3. Rise in AI Adoption in Social Media
Social media has become integral to any business. Reaching out to a vast customer base is possible via social media. Therefore, businesses are deploying AI solutions on these platforms to a great extent. It helps the business keep track of customers’ behaviour, like how long customers are active, which social media platform they prefer the most, why they use the particular platform the most, etc. The AI solutions help study customers’ behaviour and offer a seamless experience.
4. More Natural Conversation
Users will soon least prefer rule-based chatbots that respond based on keywords or phrases. AI chatbot with ML and NLP makes chatbot sound more natural. These chatbots use sentiment analytics, making the chatbot emotionally intelligent. They’ll be able to understand customers’ anger, frustration, and various emotions.
How Are These Technologies Increasing Human-Machine Touchpoints?
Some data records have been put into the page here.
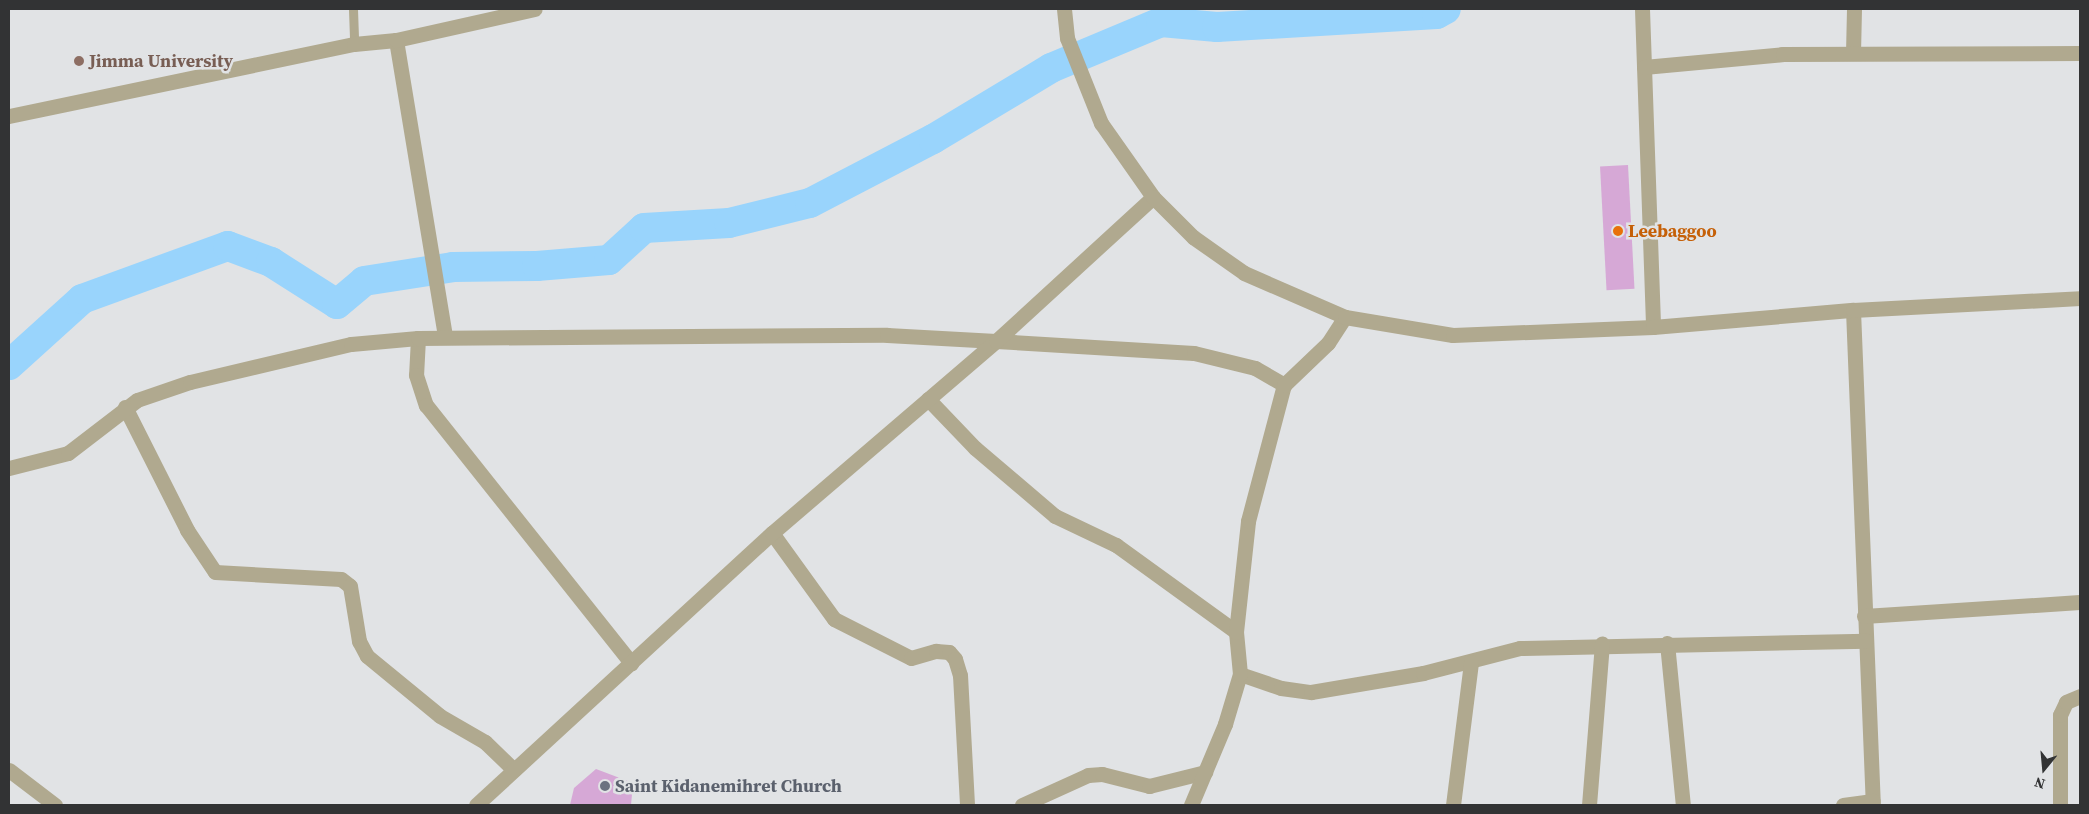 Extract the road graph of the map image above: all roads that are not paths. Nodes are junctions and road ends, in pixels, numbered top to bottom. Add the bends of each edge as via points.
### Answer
1 (353, 9) edge
2 (535, 9) edge
3 (1064, 9) edge
4 (1642, 9) edge
5 (1854, 9) edge
6 (499, 13) edge
7 (396, 40) junction
8 (354, 44) junction
9 (2080, 52) edge
10 (1854, 53) junction
11 (1644, 67) junction
12 (9, 116) edge
13 (1152, 197) junction
14 (2080, 298) edge
15 (1853, 310) junction
16 (1345, 317) junction
17 (1653, 327) junction
18 (445, 337) junction
19 (418, 338) junction
20 (996, 341) junction
21 (1284, 385) junction
22 (928, 399) junction
23 (125, 407) junction
24 (9, 468) edge
25 (772, 533) junction
26 (2080, 602) edge
27 (1864, 616) junction
28 (1236, 632) junction
29 (1866, 641) junction
30 (1667, 643) junction
31 (1602, 644) junction
32 (1471, 662) junction
33 (631, 663) junction
34 (1240, 674) junction
35 (2080, 696) edge
36 (9, 770) edge
37 (514, 770) junction
38 (1205, 772) junction
39 (1873, 803) edge
40 (55, 805) edge
41 (476, 805) edge
42 (967, 805) edge
43 (1022, 805) edge
44 (1191, 805) edge
45 (1452, 805) edge
46 (1589, 805) edge
47 (1683, 805) edge
48 (1843, 805) edge
49 (2060, 805) edge

1 - 8 lane
2 - 6 street
3 - 13 street via 1067,38 1098,116
4 - 11 street
5 - 10 street
6 - 7 street
7 - 8 street
7 - 18 street
8 - 12 street
9 - 10 street
10 - 11 street via 1784,54
11 - 17 street
13 - 16 street via 1193,237 1244,273
13 - 20 street
14 - 15 street
15 - 17 street
15 - 27 street
16 - 17 street via 1453,335
16 - 21 street via 1328,343
18 - 19 street
18 - 20 street via 887,335
19 - 23 street via 351,344 272,362 190,382
19 - 33 street via 416,375 426,406
20 - 21 street via 1194,353 1255,368
20 - 22 street
21 - 28 street via 1248,521
22 - 25 street
22 - 28 street via 975,448 1055,516 1122,549
23 - 24 street via 68,453
23 - 37 street via 186,530 215,572 341,579 350,586 359,641 367,656 440,716 485,742
25 - 33 street
25 - 42 street via 834,619 911,658 936,651 949,652 955,658 960,675
26 - 27 street
27 - 29 street
28 - 34 street
29 - 30 street
29 - 39 street
30 - 31 street
30 - 47 street
31 - 32 street via 1520,648
31 - 46 street
32 - 34 street via 1311,692 1281,688
32 - 45 street
33 - 37 street
34 - 38 street
35 - 49 street via 2066,702 2060,715
36 - 40 street
37 - 41 street
38 - 43 street via 1149,786 1102,774 1088,775
38 - 44 street
39 - 48 street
Customers can connect to your brand by sending a message to your customer service chatbot. They can contact you via omnichannel platforms like Facebook, Skype, Slack, etc. The 24/7 availability, personalisation and real-time response make the customer journey enjoyable.
2. Voice Assistants
Since improving customer experience is the top priority for many businesses, they are adding voice recognition capabilities to their existing application. Customers use voice assistants to play music, control electronic devices, read the news, check their balance, etc. With just a single voice command, Voice Assistants are designed in a way that they understand and respond to natural language commands. It makes the interaction human-like.
3. Predictive Analytics
Predictive analytics predicts future events or behaviour using data and statistical algorithms from various sources like social media, purchase history, browsing history, and machine learning tools. And help businesses tailor their offerings to individual customers. It anticipates customers’ needs and preferences and helps offer personalised experiences.
What Steps Should be Taken to Get the Best Out of Al Chatbot Technology
1. Define the Scope and Objectives
Depending on the end users, and the AI chatbot can be used for multiple purposes. Suppose you are a thrift shop owner and wish to make a chatbot to take customers’ orders while accepting cancellations.
A chatbot can be used to book tickets and hotels in the travel industry. This shows that the chatbot is a versatile tool to use. Keeping that in mind, list the things you want your chatbot to do. These will help you decide the capabilities of your bot and will give your bot a new direction.
2. Be Transparent
Don’t shy away from your limitations. Be open to the users when they head beyond the scope you’ve defined for your chatbot. let them know that your bot cannot handle something beyond a point. In general, users get a lot more annoyed and disappointed by an irrelevant or incorrect response than they will by a message saying, ” I’m just a bot. It’s hard for me”.
3. Handoff To A Human
Some interactions can be too complex for a bot to handle. Detect these, and pass on the queries to a human agent. It saves a lot of time and sends the queries directly to an agent that can help and would minimise customer effort and frustration.
And because your customers can get swift answers without navigating through multiple support agents, it leads to customer satisfaction.
The Road Ahead: Implications and Future Directions
With emerging AI technology and increased demand for more intelligent and personalised human-bot interaction, the future of AI looks promising. The automation will make chats with AI solutions more robust and rinse out all the automation challenges the business faces.
The architecture and design of AI agents will evolve to the point that interactive AI will be the mainstream for customer service. So, implementing a chatbot according to your customer’s needs and business requirements will significantly impact the customer experience and your business growth.